なのに、私の言葉を聞いてもカーティス様は笑い声一つ上げない。……今のは、笑うところよ?
「……エレノアは、魅力的だぞ」
「嘘をおっしゃらないでください」
「俺が……その、こういう面で嘘をつくものか」
確かに、照れたような表情だし、嘘ではないわよね。けど、どうしてそんなことをいきなりおっしゃるのかしら? もしかしてだけれど……この格好、カーティス様の好みにぴったりだったのかしら?
「……カーティス様、こういう格好の女性がお好みですか?」
「……」
黙られた。図星か。そう思いながら、私は食事を終えたので立ち上がる。……さて、もうしばらくいろいろと準備をしなくちゃね。……カーティス様と二人でお話をするにしても、それまでにいろいろとやっておきたいことがある。
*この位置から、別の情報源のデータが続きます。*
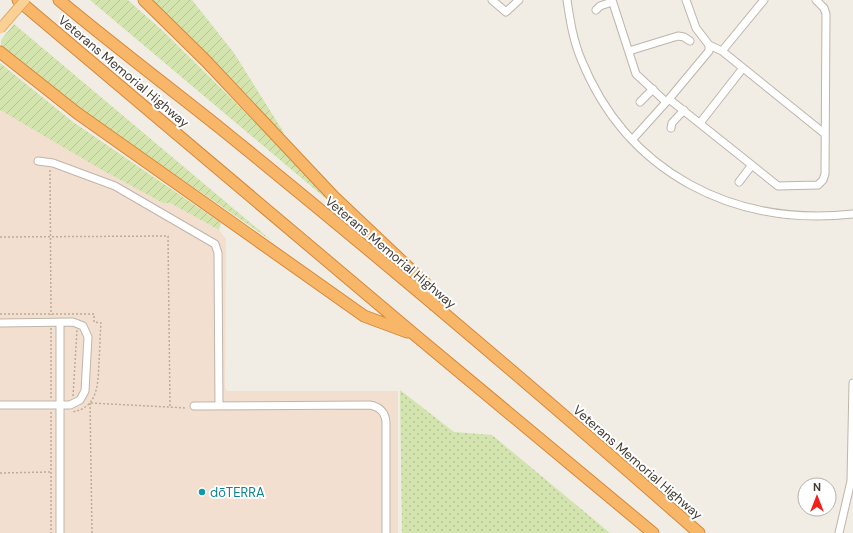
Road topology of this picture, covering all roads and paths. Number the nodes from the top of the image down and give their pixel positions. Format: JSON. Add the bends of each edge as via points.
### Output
{"nodes":[{"id":1,"x":18,"y":0,"type":"edge"},
{"id":2,"x":25,"y":0,"type":"edge"},
{"id":3,"x":59,"y":0,"type":"edge"},
{"id":4,"x":144,"y":0,"type":"edge"},
{"id":5,"x":492,"y":0,"type":"edge"},
{"id":6,"x":519,"y":0,"type":"edge"},
{"id":7,"x":567,"y":0,"type":"edge"},
{"id":8,"x":686,"y":0,"type":"edge"},
{"id":9,"x":764,"y":0,"type":"edge"},
{"id":10,"x":612,"y":1,"type":"edge"},
{"id":11,"x":818,"y":1,"type":"edge"},
{"id":12,"x":596,"y":10,"type":"dead end"},
{"id":13,"x":0,"y":29,"type":"edge"},
{"id":14,"x":690,"y":41,"type":"dead end"},
{"id":15,"x":709,"y":45,"type":"junction"},
{"id":16,"x":629,"y":51,"type":"junction"},
{"id":17,"x":0,"y":52,"type":"edge"},
{"id":18,"x":722,"y":52,"type":"junction"},
{"id":19,"x":743,"y":68,"type":"junction"},
{"id":20,"x":653,"y":89,"type":"junction"},
{"id":21,"x":668,"y":101,"type":"junction"},
{"id":22,"x":640,"y":102,"type":"dead end"},
{"id":23,"x":684,"y":110,"type":"junction"},
{"id":24,"x":700,"y":123,"type":"junction"},
{"id":25,"x":671,"y":128,"type":"dead end"},
{"id":26,"x":825,"y":134,"type":"junction"},
{"id":27,"x":632,"y":140,"type":"junction"},
{"id":28,"x":38,"y":161,"type":"dead end"},
{"id":29,"x":50,"y":162,"type":"junction"},
{"id":30,"x":752,"y":165,"type":"junction"},
{"id":31,"x":739,"y":182,"type":"dead end"},
{"id":32,"x":853,"y":214,"type":"edge"},
{"id":33,"x":0,"y":237,"type":"edge"},
{"id":34,"x":50,"y":237,"type":"junction"},
{"id":35,"x":435,"y":307,"type":"junction"},
{"id":36,"x":0,"y":314,"type":"edge"},
{"id":37,"x":51,"y":314,"type":"junction"},
{"id":38,"x":78,"y":314,"type":"junction"},
{"id":39,"x":60,"y":322,"type":"junction"},
{"id":40,"x":0,"y":323,"type":"edge"},
{"id":41,"x":51,"y":323,"type":"junction"},
{"id":42,"x":77,"y":323,"type":"junction"},
{"id":43,"x":415,"y":335,"type":"junction"},
{"id":44,"x":853,"y":383,"type":"edge"},
{"id":45,"x":75,"y":403,"type":"junction"},
{"id":46,"x":90,"y":403,"type":"junction"},
{"id":47,"x":0,"y":405,"type":"edge"},
{"id":48,"x":51,"y":405,"type":"junction"},
{"id":49,"x":60,"y":405,"type":"junction"},
{"id":50,"x":194,"y":406,"type":"joint"},
{"id":51,"x":219,"y":406,"type":"junction"},
{"id":52,"x":170,"y":408,"type":"junction"},
{"id":53,"x":45,"y":412,"type":"dead end"},
{"id":54,"x":51,"y":412,"type":"junction"},
{"id":55,"x":60,"y":412,"type":"junction"},
{"id":56,"x":72,"y":412,"type":"junction"},
{"id":57,"x":51,"y":472,"type":"junction"},
{"id":58,"x":0,"y":473,"type":"edge"},
{"id":59,"x":850,"y":496,"type":"edge"},
{"id":60,"x":51,"y":533,"type":"edge"},
{"id":61,"x":60,"y":533,"type":"edge"},
{"id":62,"x":92,"y":533,"type":"edge"},
{"id":63,"x":386,"y":533,"type":"edge"},
{"id":64,"x":653,"y":533,"type":"edge"},
{"id":65,"x":699,"y":533,"type":"edge"},
{"id":66,"x":839,"y":533,"type":"edge"}],
"edges":[{"from":1,"to":43,"type":"highway","name":"Veterans Memorial Highway"},
{"from":2,"to":13,"type":"main road","bridge":true},
{"from":3,"to":35,"type":"highway","name":"Veterans Memorial Highway","via":[[220,128]]},
{"from":4,"to":35,"type":"highway","via":[[206,61],[334,197],[425,283]]},
{"from":5,"to":6,"type":"street","via":[[506,12]]},
{"from":7,"to":27,"type":"street","via":[[576,44],[588,74],[606,107]]},
{"from":8,"to":15,"type":"street","via":[[696,28]]},
{"from":9,"to":18,"type":"street"},
{"from":10,"to":12,"type":"street"},
{"from":10,"to":16,"type":"street"},
{"from":11,"to":26,"type":"street","via":[[826,14]]},
{"from":14,"to":16,"type":"street","via":[[678,36]]},
{"from":15,"to":18,"type":"street"},
{"from":15,"to":21,"type":"street","via":[[709,51]]},
{"from":16,"to":20,"type":"street","via":[[636,74]]},
{"from":17,"to":43,"type":"highway","via":[[77,112],[364,316]]},
{"from":18,"to":19,"type":"street"},
{"from":19,"to":24,"type":"street"},
{"from":19,"to":26,"type":"street"},
{"from":20,"to":21,"type":"street"},
{"from":20,"to":22,"type":"street"},
{"from":21,"to":23,"type":"street"},
{"from":21,"to":27,"type":"street"},
{"from":23,"to":24,"type":"street"},
{"from":23,"to":25,"type":"street","via":[[672,123]]},
{"from":24,"to":30,"type":"street"},
{"from":26,"to":30,"type":"street","via":[[825,174],[818,185],[778,186]]},
{"from":27,"to":32,"type":"street","via":[[667,171],[690,186],[730,203],[753,210],[784,214]]},
{"from":28,"to":29,"type":"street"},
{"from":29,"to":34,"type":"path"},
{"from":29,"to":51,"type":"street","via":[[115,186],[215,244],[218,253]]},
{"from":30,"to":31,"type":"street"},
{"from":33,"to":34,"type":"path"},
{"from":34,"to":37,"type":"path"},
{"from":34,"to":52,"type":"path","via":[[168,236]]},
{"from":35,"to":65,"type":"highway","name":"Veterans Memorial Highway"},
{"from":36,"to":37,"type":"path"},
{"from":37,"to":38,"type":"path"},
{"from":37,"to":41,"type":"path"},
{"from":38,"to":42,"type":"path"},
{"from":38,"to":46,"type":"path","via":[[94,314],[94,322],[101,323],[97,389]]},
{"from":39,"to":41,"type":"street"},
{"from":39,"to":42,"type":"street"},
{"from":39,"to":49,"type":"street"},
{"from":40,"to":41,"type":"street"},
{"from":41,"to":48,"type":"path"},
{"from":42,"to":45,"type":"path"},
{"from":42,"to":45,"type":"street","via":[[85,329],[88,338],[85,391],[82,398]]},
{"from":43,"to":64,"type":"highway","name":"Veterans Memorial Highway"},
{"from":44,"to":59,"type":"street"},
{"from":45,"to":46,"type":"path"},
{"from":45,"to":49,"type":"street"},
{"from":45,"to":56,"type":"path"},
{"from":46,"to":52,"type":"path"},
{"from":46,"to":56,"type":"path","via":[[82,410]]},
{"from":46,"to":62,"type":"path"},
{"from":47,"to":48,"type":"street"},
{"from":48,"to":49,"type":"street"},
{"from":48,"to":54,"type":"path"},
{"from":49,"to":55,"type":"street"},
{"from":50,"to":51,"type":"street"},
{"from":50,"to":52,"type":"path"},
{"from":51,"to":63,"type":"street","via":[[370,405],[378,408],[384,413],[386,422]]},
{"from":53,"to":54,"type":"path"},
{"from":54,"to":55,"type":"path"},
{"from":54,"to":57,"type":"path"},
{"from":55,"to":56,"type":"path"},
{"from":55,"to":61,"type":"street"},
{"from":57,"to":58,"type":"path"},
{"from":57,"to":60,"type":"path"},
{"from":59,"to":66,"type":"street"}]}
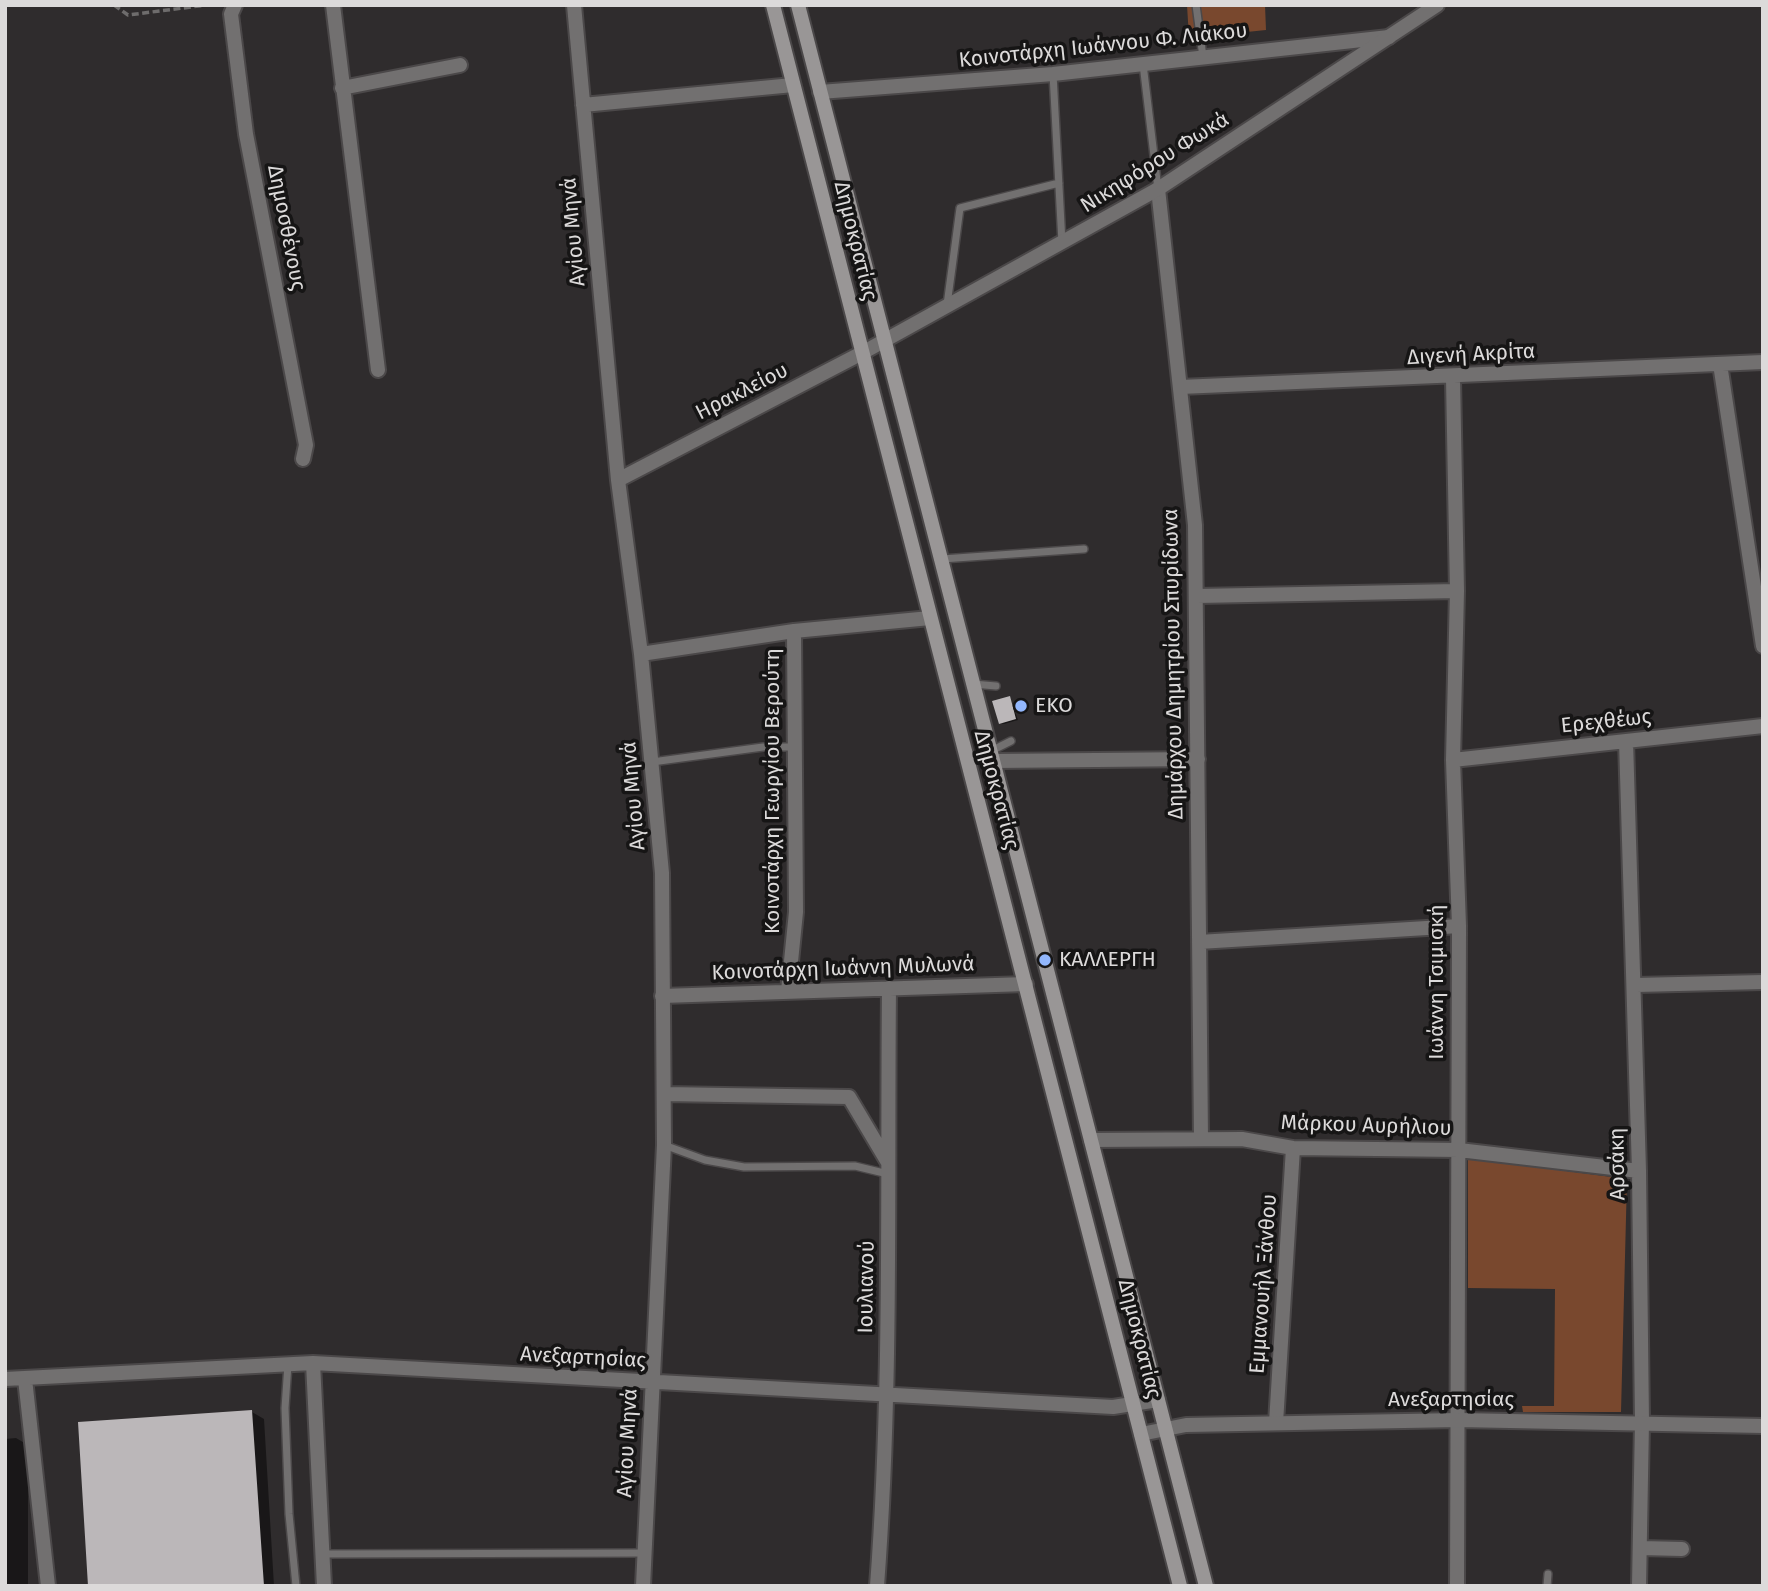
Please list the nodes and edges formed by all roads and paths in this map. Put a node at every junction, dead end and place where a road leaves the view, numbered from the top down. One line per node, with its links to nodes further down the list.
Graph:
1 (114, 5): 2 (path)
2 (207, 5)
3 (235, 5): 30 (street, Δημοσθένους)
4 (333, 5): 16 (street)
5 (574, 5): 18 (street, Αγίου Μηνά)
6 (772, 5): 15 (main road, Δημοκρατίας)
7 (798, 5): 17 (main road, Δημοκρατίας)
8 (1196, 5): 11 (lane)
9 (1437, 5): 10 (street, Νικηφόρου Φωκά)
10 (1389, 37): 11 (street, Κοινοτάρχη Ιωάννου Φ. Λιάκου); 20 (street, Νικηφόρου Φωκά)
11 (1203, 57): 12 (street, Κοινοτάρχη Ιωάννου Φ. Λιάκου)
12 (1143, 64): 14 (street, Κοινοτάρχη Ιωάννου Φ. Λιάκου); 20 (lane)
13 (460, 65): 16 (street)
14 (1053, 74): 17 (street, Κοινοτάρχη Ιωάννου Φ. Λιάκου); 19 (lane)
15 (793, 85): 18 (street); 24 (main road, Δημοκρατίας)
16 (342, 88): 27 (street)
17 (820, 92): 23 (main road, Δημοκρατίας)
18 (583, 105): 31 (street, Αγίου Μηνά)
19 (1059, 183): 21 (lane); 22 (lane)
20 (1158, 190): 21 (street, Νικηφόρου Φωκά); 29 (street, Δημάρχου Δημητρίου Σπυρίδωνα)
21 (1062, 244): 22 (street, Νικηφόρου Φωκά)
22 (947, 309): 23 (street, Νικηφόρου Φωκά)
23 (885, 340): 24 (street, Ηρακλείου); 33 (main road, Δημοκρατίας)
24 (862, 353): 31 (street, Ηρακλείου); 36 (main road, Δημοκρατίας)
25 (1763, 362): 26 (street, Διγενή Ακρίτα)
26 (1720, 364): 28 (street, Διγενή Ακρίτα); 38 (street)
27 (378, 370)
28 (1453, 378): 29 (street, Διγενή Ακρίτα); 34 (street, Ιωάννη Τσιμισκή)
29 (1180, 387): 35 (street, Δημάρχου Δημητρίου Σπυρίδωνα)
30 (303, 459)
31 (618, 480): 39 (street, Αγίου Μηνά)
32 (1084, 549): 33 (lane)
33 (942, 559): 40 (main road, Δημοκρατίας)
34 (1457, 591): 35 (street); 48 (street, Ιωάννη Τσιμισκή)
35 (1196, 596): 47 (street, Δημάρχου Δημητρίου Σπυρίδωνα)
36 (930, 618): 37 (street); 53 (main road, Δημοκρατίας)
37 (794, 632): 39 (street); 45 (street, Κοινοτάρχη Γεωργίου Βερούτη)
38 (1763, 646)
39 (641, 654): 49 (street, Αγίου Μηνά)
40 (973, 684): 41 (lane); 46 (main road, Δημοκρατίας)
41 (996, 686)
42 (1763, 726): 44 (street, Ερεχθέως)
43 (1011, 741): 46 (lane)
44 (1626, 741): 48 (street, Ερεχθέως); 54 (street, Αρσάκη)
45 (795, 747): 49 (lane); 56 (street, Κοινοτάρχη Γεωργίου Βερούτη)
46 (992, 756): 47 (street); 60 (main road, Δημοκρατίας)
47 (1198, 759): 51 (street, Δημάρχου Δημητρίου Σπυρίδωνα)
48 (1453, 760): 50 (street, Ιωάννη Τσιμισκή)
49 (652, 762): 57 (street, Αγίου Μηνά)
50 (1459, 926): 51 (street); 63 (street, Ιωάννη Τσιμισκή)
51 (1199, 942): 59 (street, Δημάρχου Δημητρίου Σπυρίδωνα)
52 (1763, 982): 54 (street)
53 (1026, 984): 55 (street, Κοινοτάρχη Ιωάννη Μυλωνά); 73 (main road, Δημοκρατίας)
54 (1636, 985): 65 (street, Αρσάκη)
55 (888, 988): 56 (street, Κοινοτάρχη Ιωάννη Μυλωνά); 64 (street, Ιουλιανού)
56 (788, 991): 57 (street, Κοινοτάρχη Ιωάννη Μυλωνά)
57 (662, 996): 58 (street, Αγίου Μηνά)
58 (664, 1094): 61 (street, Αγίου Μηνά); 64 (street)
59 (1201, 1139): 60 (street, Μάρκου Αυρήλιου); 62 (street, Μάρκου Αυρήλιου)
60 (1091, 1140): 72 (main road, Δημοκρατίας)
61 (664, 1145): 64 (lane); 70 (street, Αγίου Μηνά)
62 (1293, 1148): 63 (street, Μάρκου Αυρήλιου); 76 (street, Εμμανουήλ Ξάνθου)
63 (1459, 1150): 65 (street, Μάρκου Αυρήλιου); 74 (street, Ιωάννη Τσιμισκή)
64 (888, 1168): 71 (street, Ιουλιανού)
65 (1639, 1171): 75 (street, Αρσάκη)
66 (288, 1363): 67 (street, Ανεξαρτησίας); 69 (street, Ανεξαρτησίας); 86 (lane)
67 (313, 1363): 70 (street, Ανεξαρτησίας); 83 (street)
68 (5, 1379): 69 (street, Ανεξαρτησίας)
69 (25, 1379): 85 (street)
70 (652, 1382): 71 (street, Ανεξαρτησίας); 82 (street, Αγίου Μηνά)
71 (886, 1396): 73 (street, Ανεξαρτησίας); 89 (street, Ιουλιανού)
72 (1158, 1400): 73 (street, Ανεξαρτησίας); 78 (main road, Δημοκρατίας)
73 (1134, 1406): 79 (main road, Δημοκρατίας)
74 (1459, 1420): 75 (street, Ανεξαρτησίας); 76 (street, Ανεξαρτησίας); 92 (street, Ιωάννη Τσιμισκή)
75 (1642, 1422): 77 (street, Ανεξαρτησίας); 80 (street, Αρσάκη)
76 (1276, 1423): 78 (street, Ανεξαρτησίας)
77 (1763, 1426)
78 (1165, 1428): 79 (street, Ανεξαρτησίας); 91 (main road, Δημοκρατίας)
79 (1141, 1434): 90 (main road, Δημοκρατίας)
80 (1641, 1548): 81 (street); 94 (street, Αρσάκη)
81 (1682, 1549)
82 (644, 1553): 83 (lane); 88 (street, Αγίου Μηνά)
83 (323, 1554): 87 (street)
84 (1548, 1574): 93 (lane)
85 (48, 1586)
86 (296, 1586)
87 (324, 1586)
88 (643, 1586)
89 (877, 1586)
90 (1181, 1586)
91 (1206, 1586)
92 (1457, 1586)
93 (1547, 1586)
94 (1639, 1586)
「カーティス様。私は一旦失礼いたしますね。……適当に、準備をしております」
「……あぁ」
「お話は、何時頃がよろしいでしょうか?」
「……一時間後で、頼む」
「かしこまりました」
なんだろうか、事務的な会話だなぁ。そう思いながら、私は二コラを連れて食堂を出ていく。
「……旦那様って、そういう女性がお好みだったのですね」
食堂を出てすぐに、ニコラがそう声をかけてくる。なので、私は「そうみたいね」とだけ言葉を返した。……というか、それってカーティス様のお好みに私が合っているということでは……?
(いやいや、ないない。私たちはお飾りの婚約者だし、惹かれあうことはないわよ)
確かに、カーティス様のことを「可愛らしい人」だと思ったのは認める。だけど、私は彼と婚姻をするつもりは一切ない。円満に婚約の解消を行って、バイバイさようなら。それで、終わりの関係。……そう思うのに。
『エレノアは、魅力的だぞ』
どうして、あのお言葉が頭から離れないのだろうか? ……私、熱でもあるの?